→ **ACTIVITY**:
Would you copy out the following entries exactly, without any of the pictures?

---

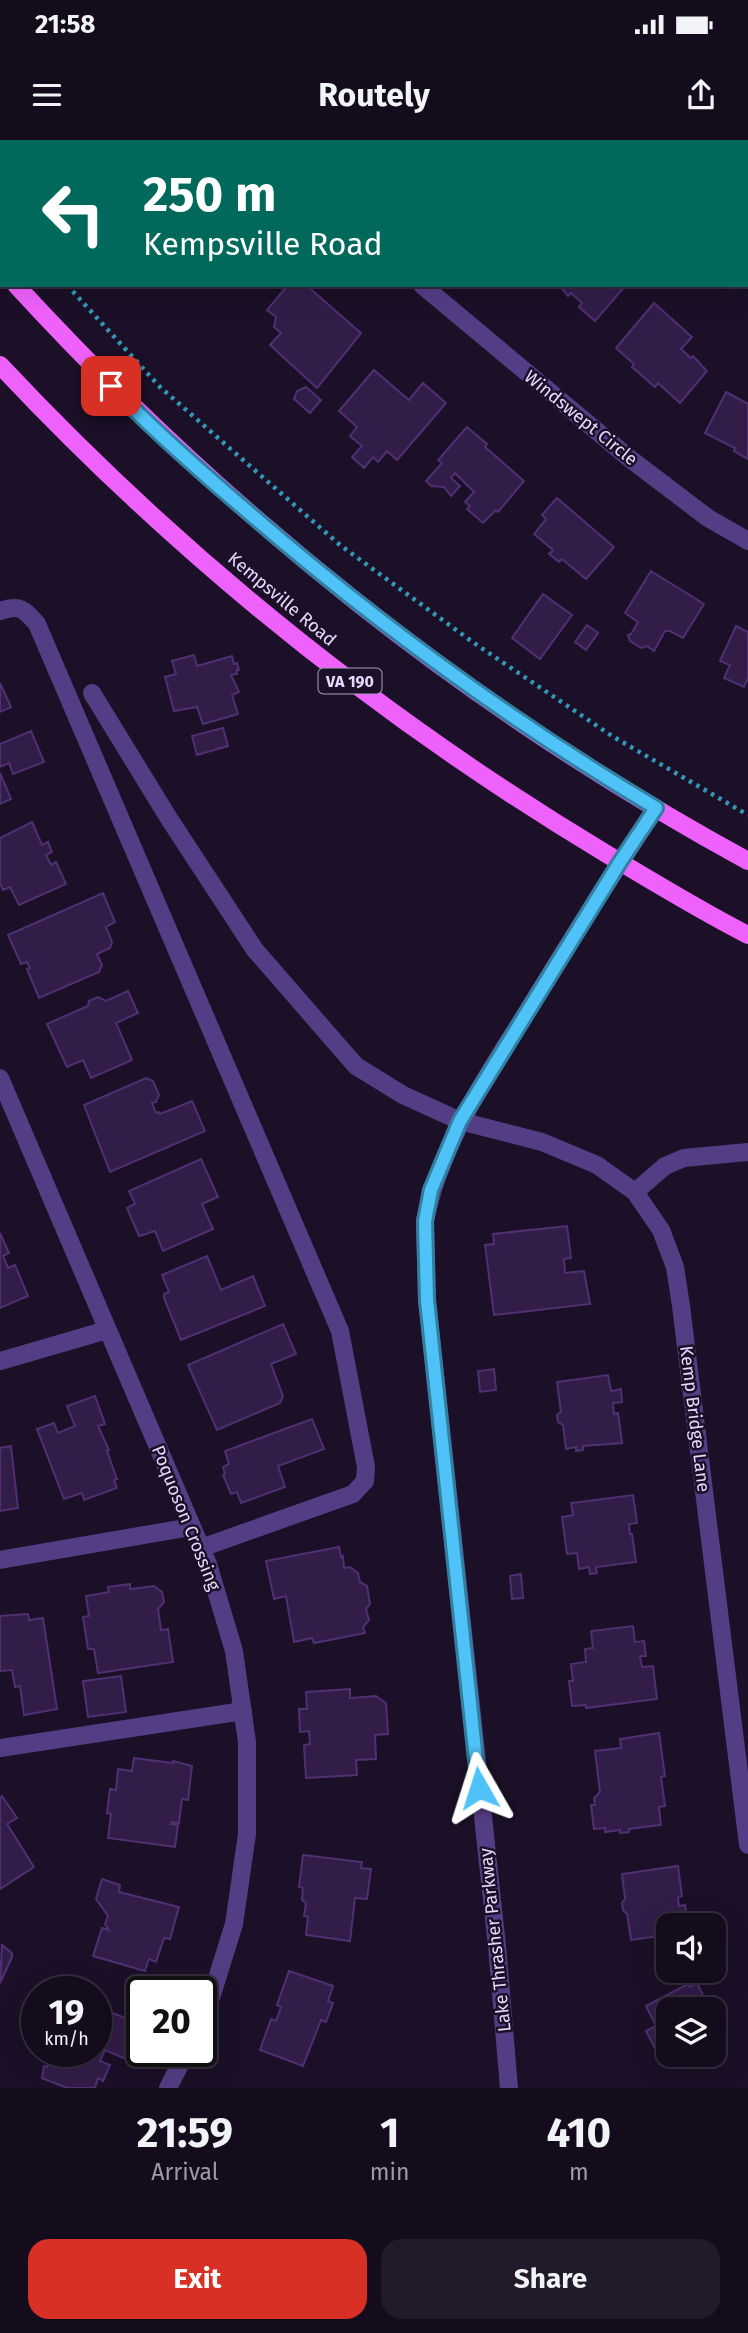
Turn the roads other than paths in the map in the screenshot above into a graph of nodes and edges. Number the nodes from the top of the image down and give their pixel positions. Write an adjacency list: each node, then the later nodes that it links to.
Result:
1 (18, 287): 7 (main road)
2 (424, 287): 4 (street, Windswept Circle)
3 (0, 365): 9 (main road, Kempsville Road / VA 190)
4 (748, 541)
5 (0, 611): 18 (street)
6 (92, 693): 12 (street, Kemp Bridge Lane)
7 (656, 808): 8 (main road); 9 (street, Lake Thrasher Parkway)
8 (748, 861)
9 (620, 862): 10 (main road, Kempsville Road / VA 190); 12 (street, Lake Thrasher Parkway)
10 (748, 935)
11 (0, 1079): 15 (street, Poquoson Crossing)
12 (460, 1121): 14 (street, Kemp Bridge Lane); 26 (street, Lake Thrasher Parkway)
13 (748, 1152): 14 (street)
14 (635, 1192): 22 (street, Kemp Bridge Lane)
15 (107, 1329): 16 (street); 17 (street, Poquoson Crossing)
16 (0, 1361)
17 (191, 1527): 18 (street, Poquoson Crossing); 19 (street)
18 (201, 1548): 20 (street, Poquoson Crossing)
19 (0, 1560)
20 (243, 1711): 21 (street); 23 (street, Poquoson Crossing)
21 (0, 1748)
22 (748, 1845)
23 (217, 1978)
24 (179, 2067): 25 (street)
25 (168, 2088)
26 (509, 2088)

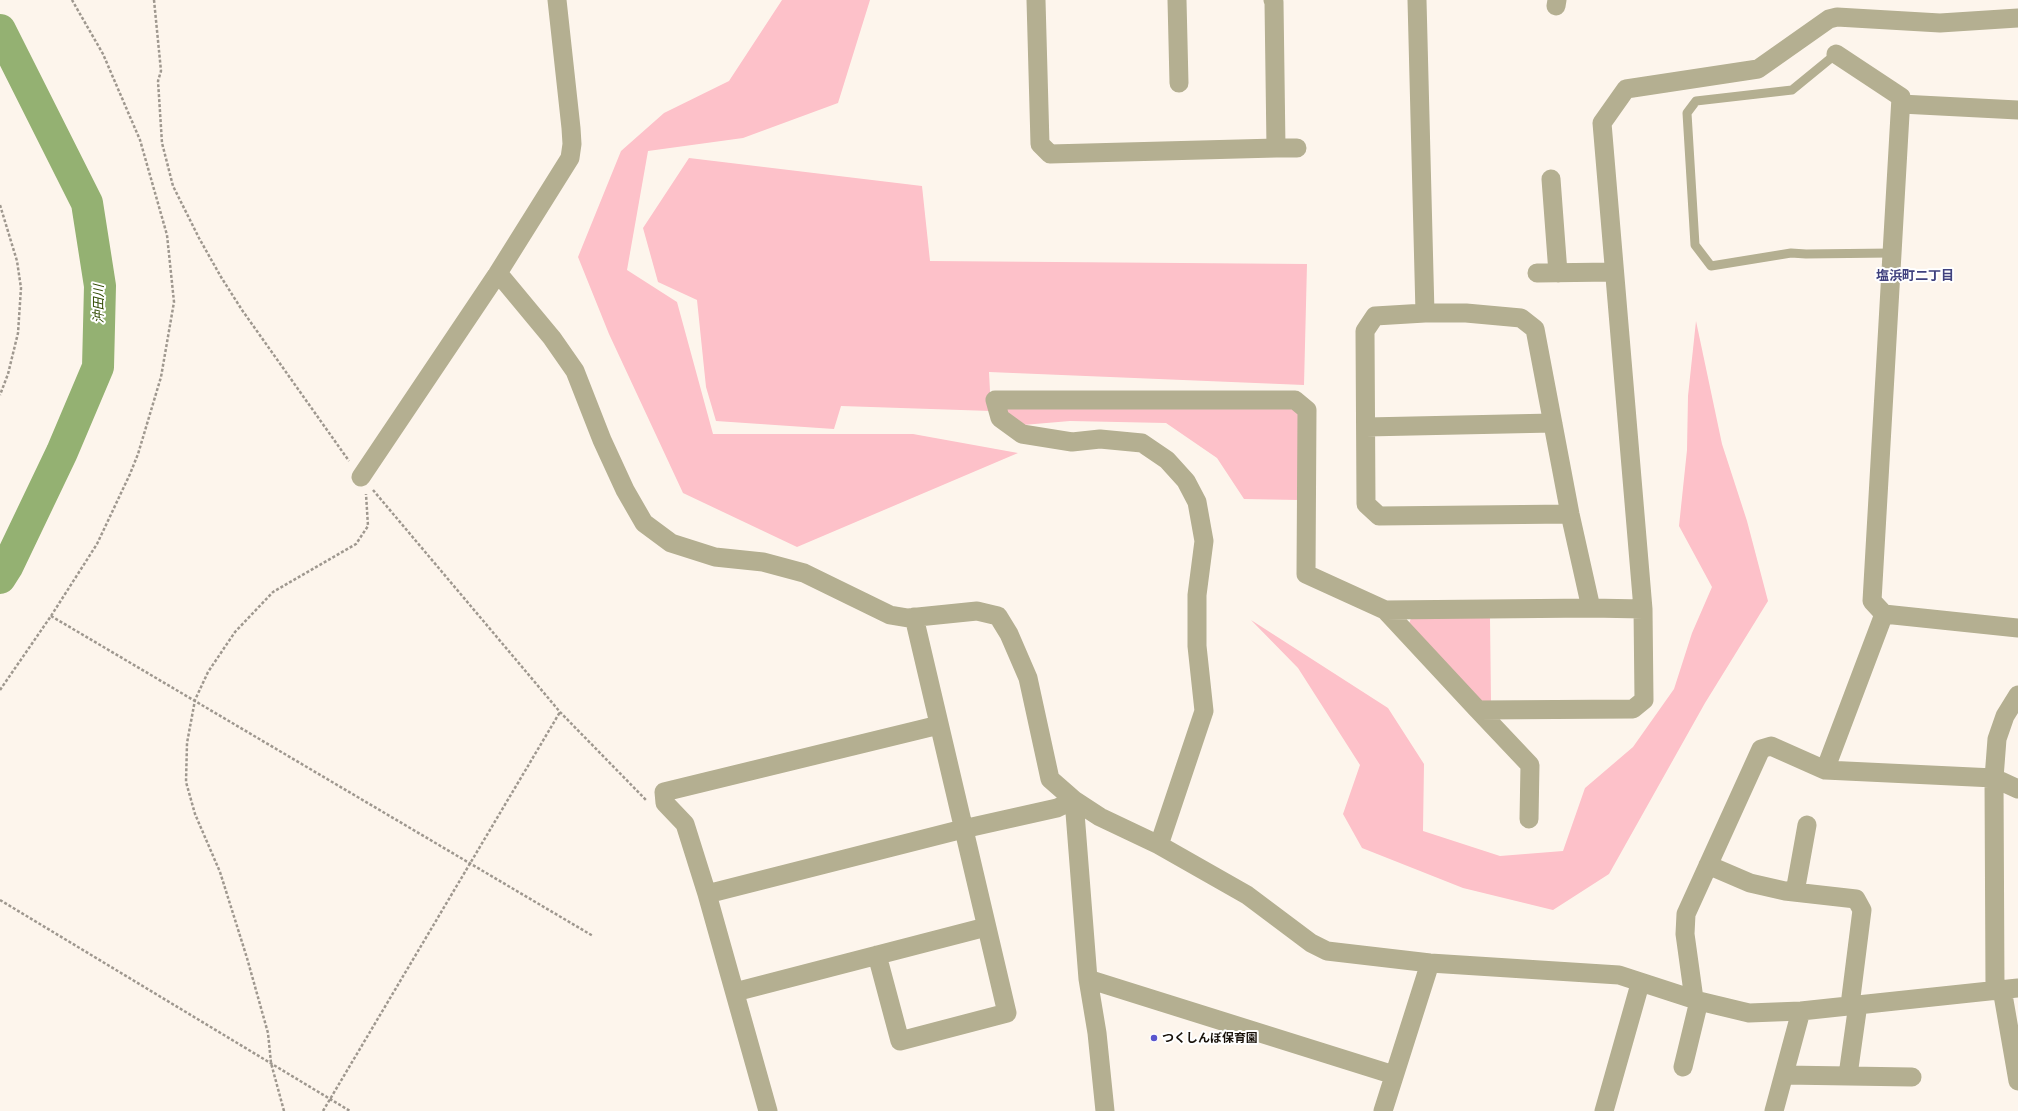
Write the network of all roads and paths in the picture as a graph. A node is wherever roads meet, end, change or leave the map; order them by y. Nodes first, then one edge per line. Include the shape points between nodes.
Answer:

---

→ **EXERCISE ANSWER**:
Turn the roads other than paths in the map in the screenshot above into a graph of nodes and edges. Number the nodes from the top of the image down and give their pixel positions. Write an adjacency list: each node, then the later nodes that it links to.
Result:
1 (18, 287): 7 (main road)
2 (424, 287): 4 (street, Windswept Circle)
3 (0, 365): 9 (main road, Kempsville Road / VA 190)
4 (748, 541)
5 (0, 611): 18 (street)
6 (92, 693): 12 (street, Kemp Bridge Lane)
7 (656, 808): 8 (main road); 9 (street, Lake Thrasher Parkway)
8 (748, 861)
9 (620, 862): 10 (main road, Kempsville Road / VA 190); 12 (street, Lake Thrasher Parkway)
10 (748, 935)
11 (0, 1079): 15 (street, Poquoson Crossing)
12 (460, 1121): 14 (street, Kemp Bridge Lane); 26 (street, Lake Thrasher Parkway)
13 (748, 1152): 14 (street)
14 (635, 1192): 22 (street, Kemp Bridge Lane)
15 (107, 1329): 16 (street); 17 (street, Poquoson Crossing)
16 (0, 1361)
17 (191, 1527): 18 (street, Poquoson Crossing); 19 (street)
18 (201, 1548): 20 (street, Poquoson Crossing)
19 (0, 1560)
20 (243, 1711): 21 (street); 23 (street, Poquoson Crossing)
21 (0, 1748)
22 (748, 1845)
23 (217, 1978)
24 (179, 2067): 25 (street)
25 (168, 2088)
26 (509, 2088)

Write the network of all roads and paths in the picture as a graph. A node is wherever roads meet, end, change or leave the map; order them by y. Nodes first, then one edge per line. Include the shape points between nodes.
Answer:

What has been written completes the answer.